• Instructions to follow
What you return must be every line below that includes the word "Strandvägen".

• Available data
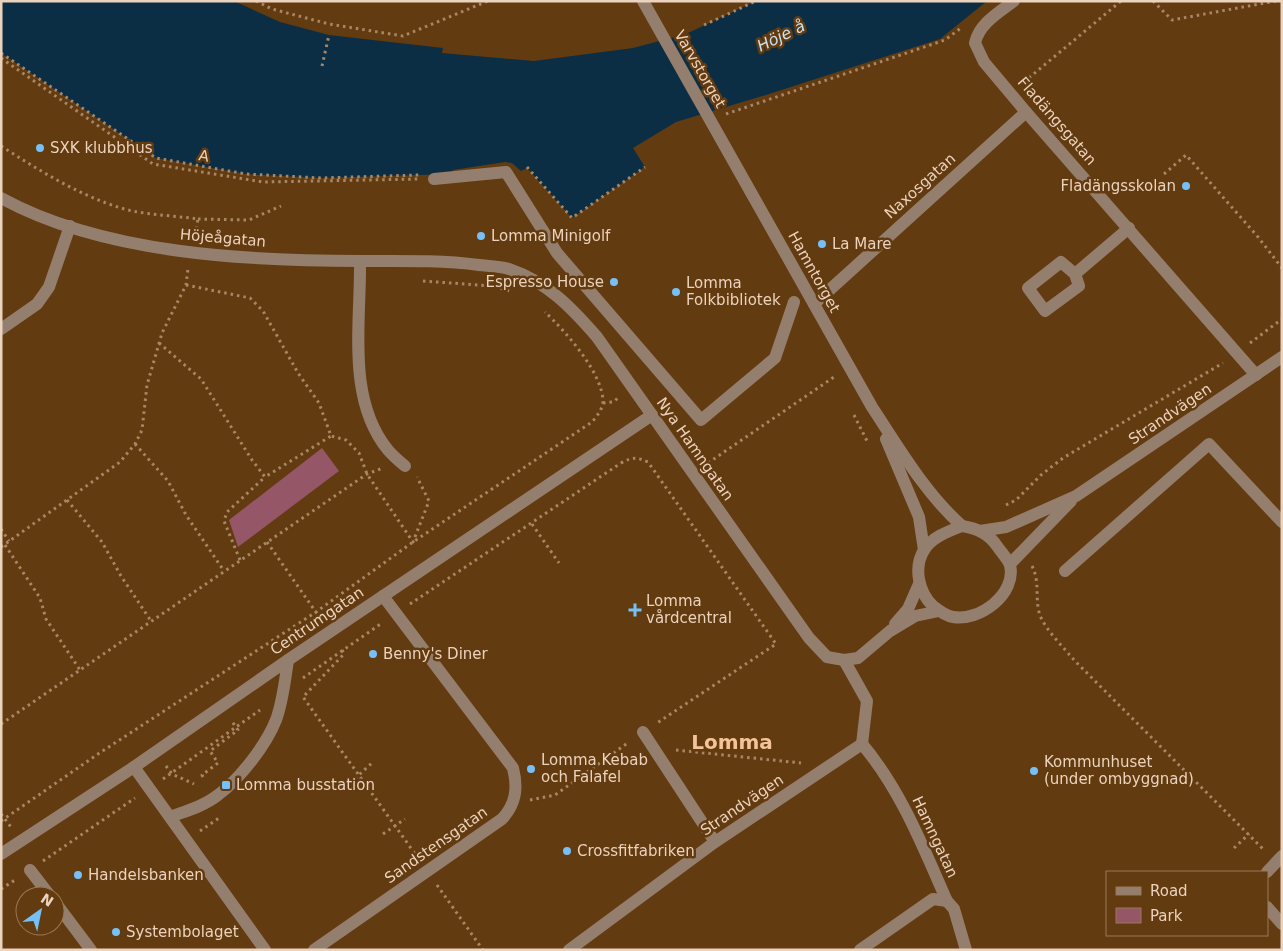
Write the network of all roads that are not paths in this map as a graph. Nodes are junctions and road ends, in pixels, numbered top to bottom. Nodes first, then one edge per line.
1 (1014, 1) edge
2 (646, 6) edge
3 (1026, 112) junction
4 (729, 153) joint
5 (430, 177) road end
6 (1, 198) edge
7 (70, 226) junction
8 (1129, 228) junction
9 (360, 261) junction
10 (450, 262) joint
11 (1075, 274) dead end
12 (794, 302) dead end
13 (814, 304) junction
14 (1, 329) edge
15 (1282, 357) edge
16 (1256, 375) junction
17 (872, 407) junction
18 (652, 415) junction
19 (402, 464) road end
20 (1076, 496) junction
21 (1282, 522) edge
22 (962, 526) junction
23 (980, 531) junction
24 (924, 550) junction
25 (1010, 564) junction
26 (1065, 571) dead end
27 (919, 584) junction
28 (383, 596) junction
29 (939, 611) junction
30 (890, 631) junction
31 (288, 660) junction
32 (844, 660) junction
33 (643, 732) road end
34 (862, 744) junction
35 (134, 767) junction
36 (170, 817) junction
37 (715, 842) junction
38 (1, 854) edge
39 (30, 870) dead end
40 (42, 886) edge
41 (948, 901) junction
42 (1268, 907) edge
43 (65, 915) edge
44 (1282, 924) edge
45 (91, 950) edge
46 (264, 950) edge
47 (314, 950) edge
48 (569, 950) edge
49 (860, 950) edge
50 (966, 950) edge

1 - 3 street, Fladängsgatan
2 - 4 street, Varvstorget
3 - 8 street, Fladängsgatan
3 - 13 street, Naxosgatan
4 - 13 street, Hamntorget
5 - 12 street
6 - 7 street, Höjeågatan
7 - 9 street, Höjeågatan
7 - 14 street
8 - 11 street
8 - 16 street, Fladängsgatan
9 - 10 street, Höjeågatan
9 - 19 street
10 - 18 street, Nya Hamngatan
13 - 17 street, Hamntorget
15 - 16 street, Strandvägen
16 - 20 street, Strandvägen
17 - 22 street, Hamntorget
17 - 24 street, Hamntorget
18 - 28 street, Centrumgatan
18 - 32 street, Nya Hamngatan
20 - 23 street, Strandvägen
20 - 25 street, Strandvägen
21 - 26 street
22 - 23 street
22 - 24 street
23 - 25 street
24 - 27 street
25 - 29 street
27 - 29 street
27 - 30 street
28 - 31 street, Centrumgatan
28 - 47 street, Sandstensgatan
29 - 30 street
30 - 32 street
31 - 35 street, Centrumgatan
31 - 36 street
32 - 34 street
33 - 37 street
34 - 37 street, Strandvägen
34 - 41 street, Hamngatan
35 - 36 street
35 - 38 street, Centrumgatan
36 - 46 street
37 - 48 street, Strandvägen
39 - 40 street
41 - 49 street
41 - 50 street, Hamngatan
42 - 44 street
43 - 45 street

• Answer for the task
15 - 16 street, Strandvägen
16 - 20 street, Strandvägen
20 - 23 street, Strandvägen
20 - 25 street, Strandvägen
34 - 37 street, Strandvägen
37 - 48 street, Strandvägen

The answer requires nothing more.